Seven in two minutes. If you were counting.
“What the president has made is a bold proposal and what we’re looking for is a bold proposal back,” said National Security Advisor Steve Hadley during a media briefing June 22 in Budapest, Hungary.
Negotiators are still waiting.
The Doha Round, launched in 2001, is stalled over agricultural trade issues, especially market access.
Bush proposal. To get the negotiations going at the ministerial meeting set to begin June 29 in Geneva, President Bush tendered a proposal with respect to tariffs, specifically tariffs in the agricultural area and trade-distorting agricultural subsidies, Hadley said.
The U.S. proposal is conditional on other countries offering new market access for U.S. exports through tariff cuts.
The U.S. maintains tariff cuts proposed by the European Union would not increase market access, and the EU would still be allowed to spend on domestic support above the level allowed to the United States.
E.U., U.S. stalemate. But after a week of pre-ministerial meeting agricultural negotiations, participants remain far apart on market access, according to Jason Hafemeister, deputy assistant U.S. trade representative.
“Without market access, we don’t deliver on the Doha promise,” Hafemeister said in Geneva June 16. “Without market access, we don’t create the gains from trade.”
Lawmakers not happy. Legislators aren’t happy with the latest rhetoric they’re hearing from the White House.
U.S. Rep. Collin Peterson, ranking Democrat on the House Ag Committee, blasted the current negotiations, saying, “… it appears that President Bush is now negotiating with himself.
“After first offering cuts of more than 60 percent to our farm programs, the president is now suggesting he’ll go even further.”
Peterson said the administration is “sacrificing” U.S. farm support.

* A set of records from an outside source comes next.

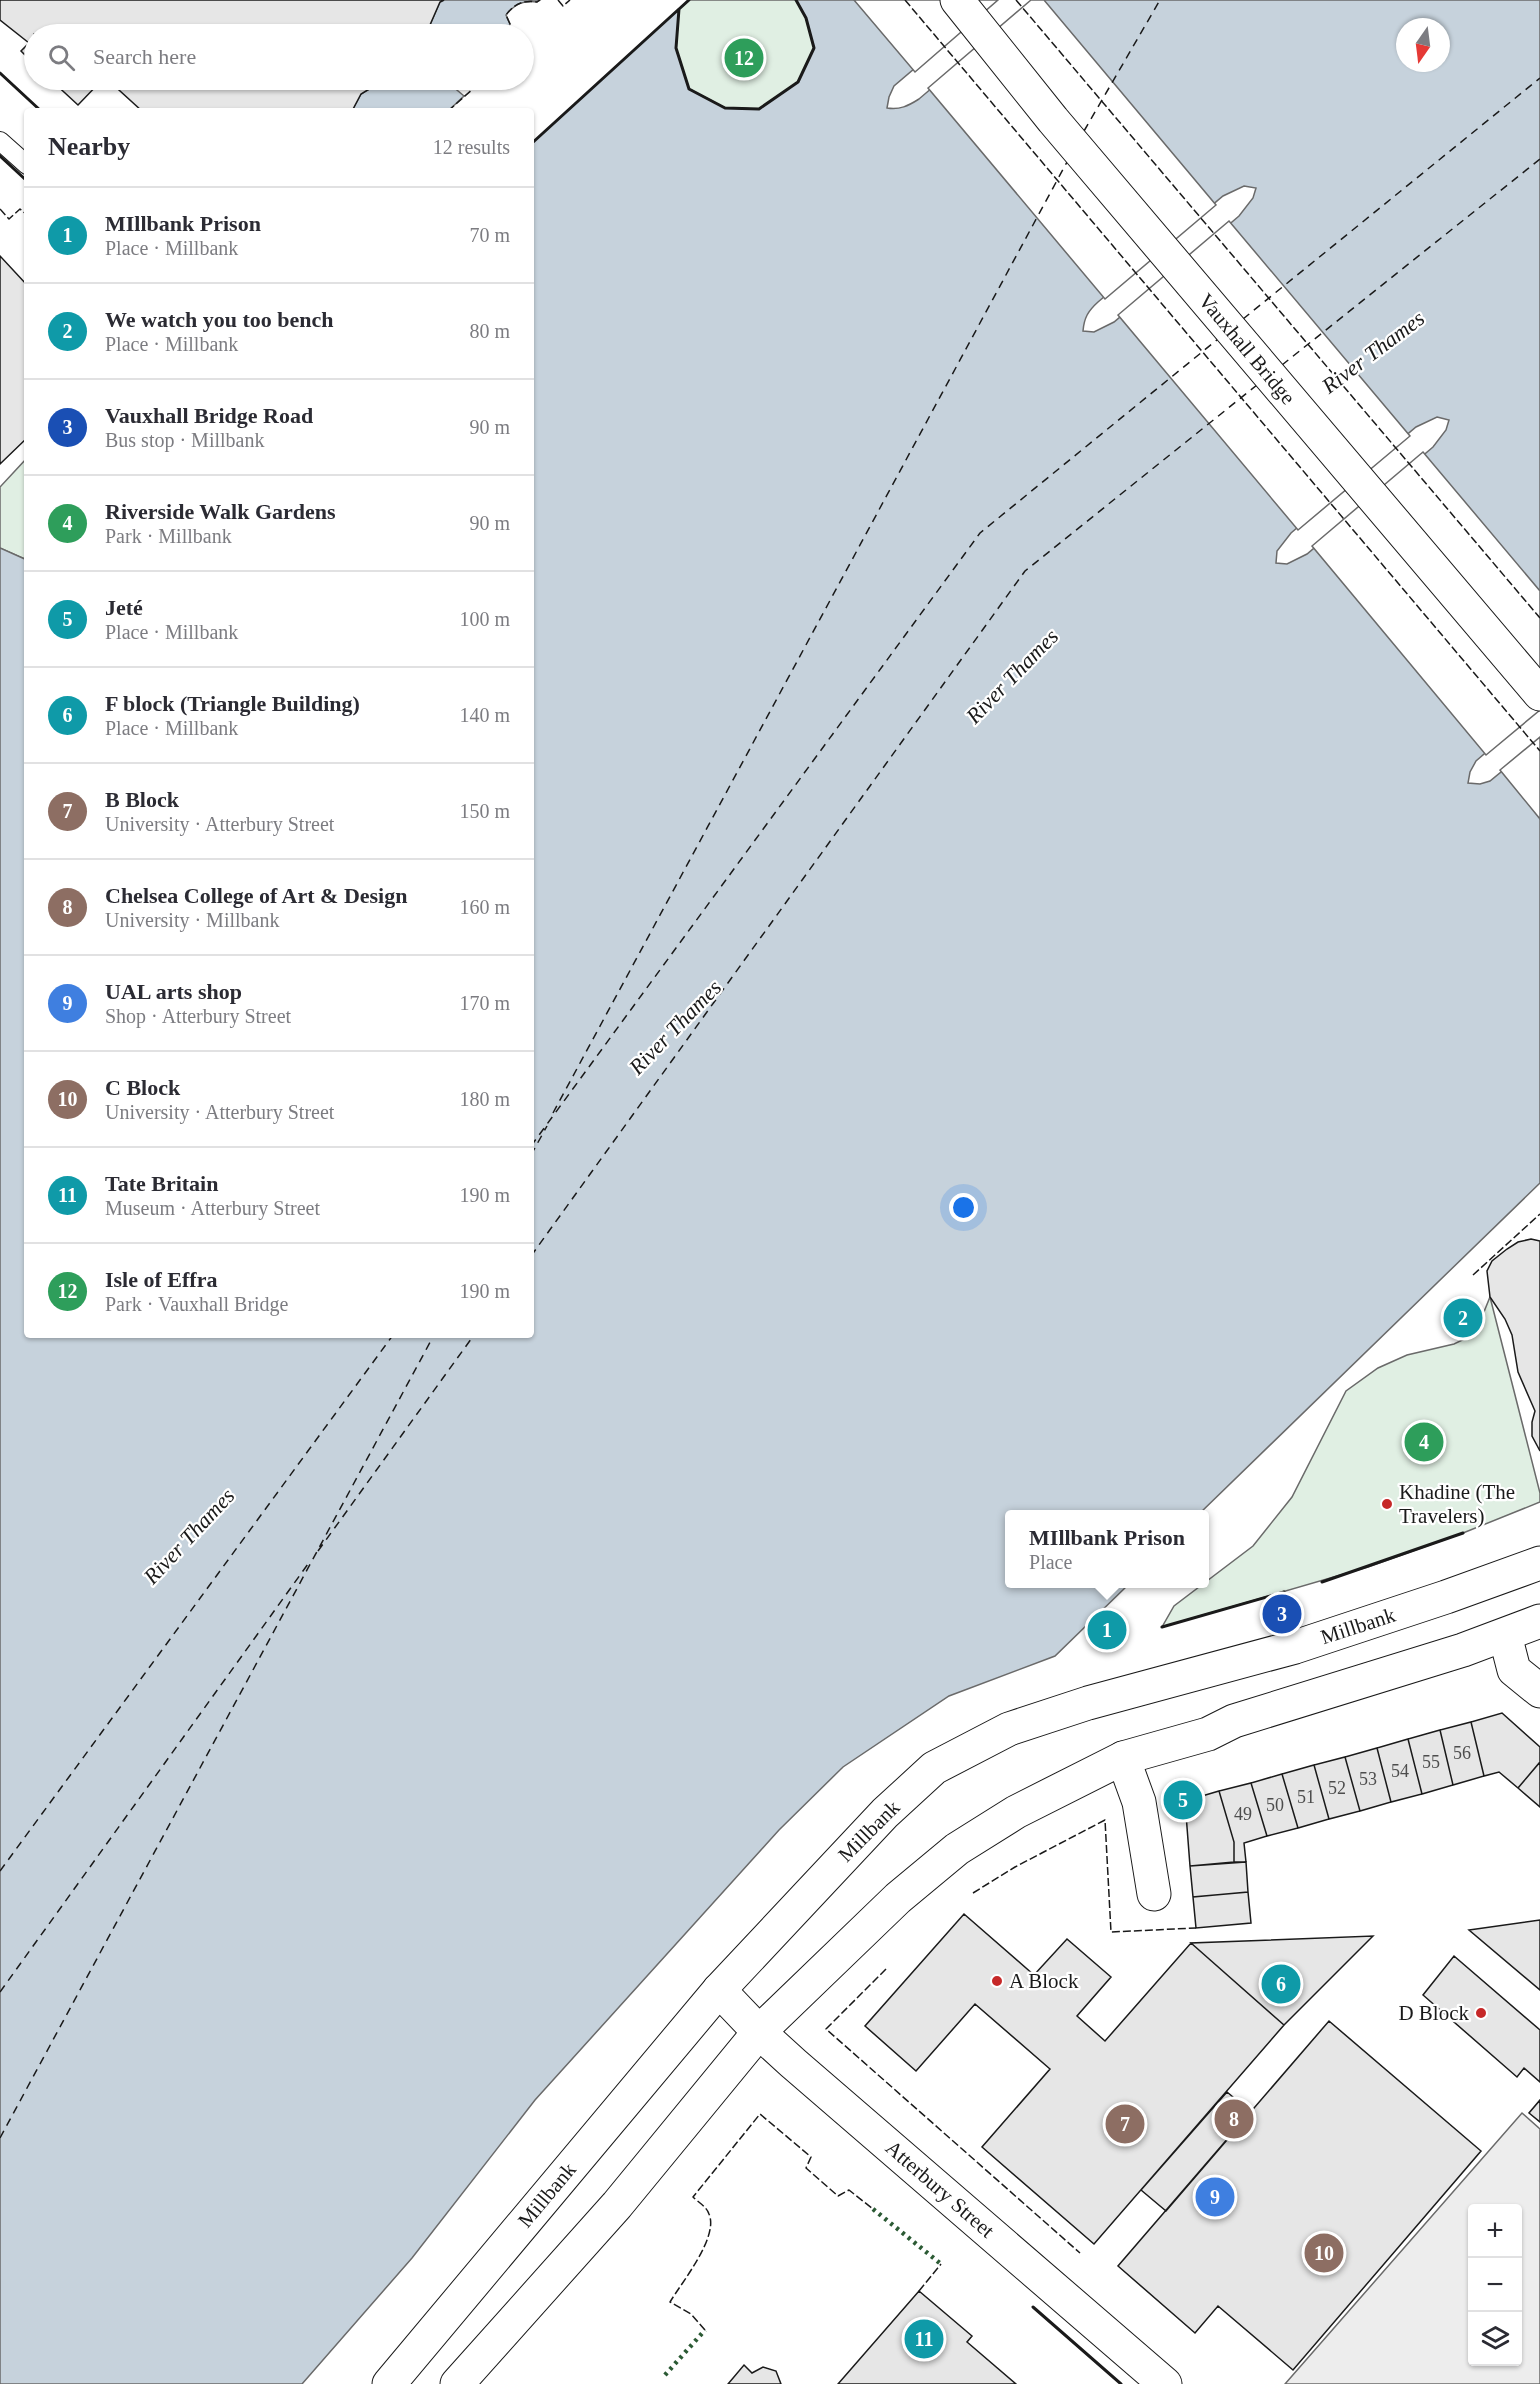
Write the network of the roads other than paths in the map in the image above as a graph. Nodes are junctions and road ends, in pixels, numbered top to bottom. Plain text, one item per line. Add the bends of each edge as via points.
1 (957, 0) edge
2 (0, 141) edge
3 (24, 162) edge
4 (1540, 694) edge
5 (1540, 1563) edge
6 (1540, 1621) edge
7 (1505, 1635) junction
8 (1540, 1691) edge
9 (1124, 1758) junction
10 (1154, 1894) dead end
11 (719, 1990) junction
12 (759, 2032) junction
13 (389, 2384) edge
14 (457, 2384) edge
15 (1165, 2384) edge

1 - 4 main road, Vauxhall Bridge via 1053,120
2 - 3 lane
5 - 11 main road, Millbank via 1295,1647 1088,1703 1000,1734 934,1768 885,1813
6 - 7 main road
7 - 8 main road via 1514,1670
7 - 9 main road
9 - 10 main road via 1139,1802
9 - 12 main road via 1016,1812 957,1849 898,1898
11 - 12 main road, Atterbury Street
11 - 13 main road, Millbank
12 - 14 main road via 617,2205
12 - 15 main road, Atterbury Street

In the Senate, Sens. Kent Conrad, D-N.D., and Larry Craig, R-Idaho, led an effort keep market access a focal point in the WTO negotiations. More than 50 Senators signed a letter to President Bush to express concerns about the current negotiations’ direction.
“A failure of the WTO negotiations to achieve an ambitious outcome on market access will hurt not only U.S. agriculture, but also the global economy and people around the world,” the senators wrote in the June 23 letter.
In addition to the ministerial meeting this week, a full WTO General Council meeting is scheduled the last week of July.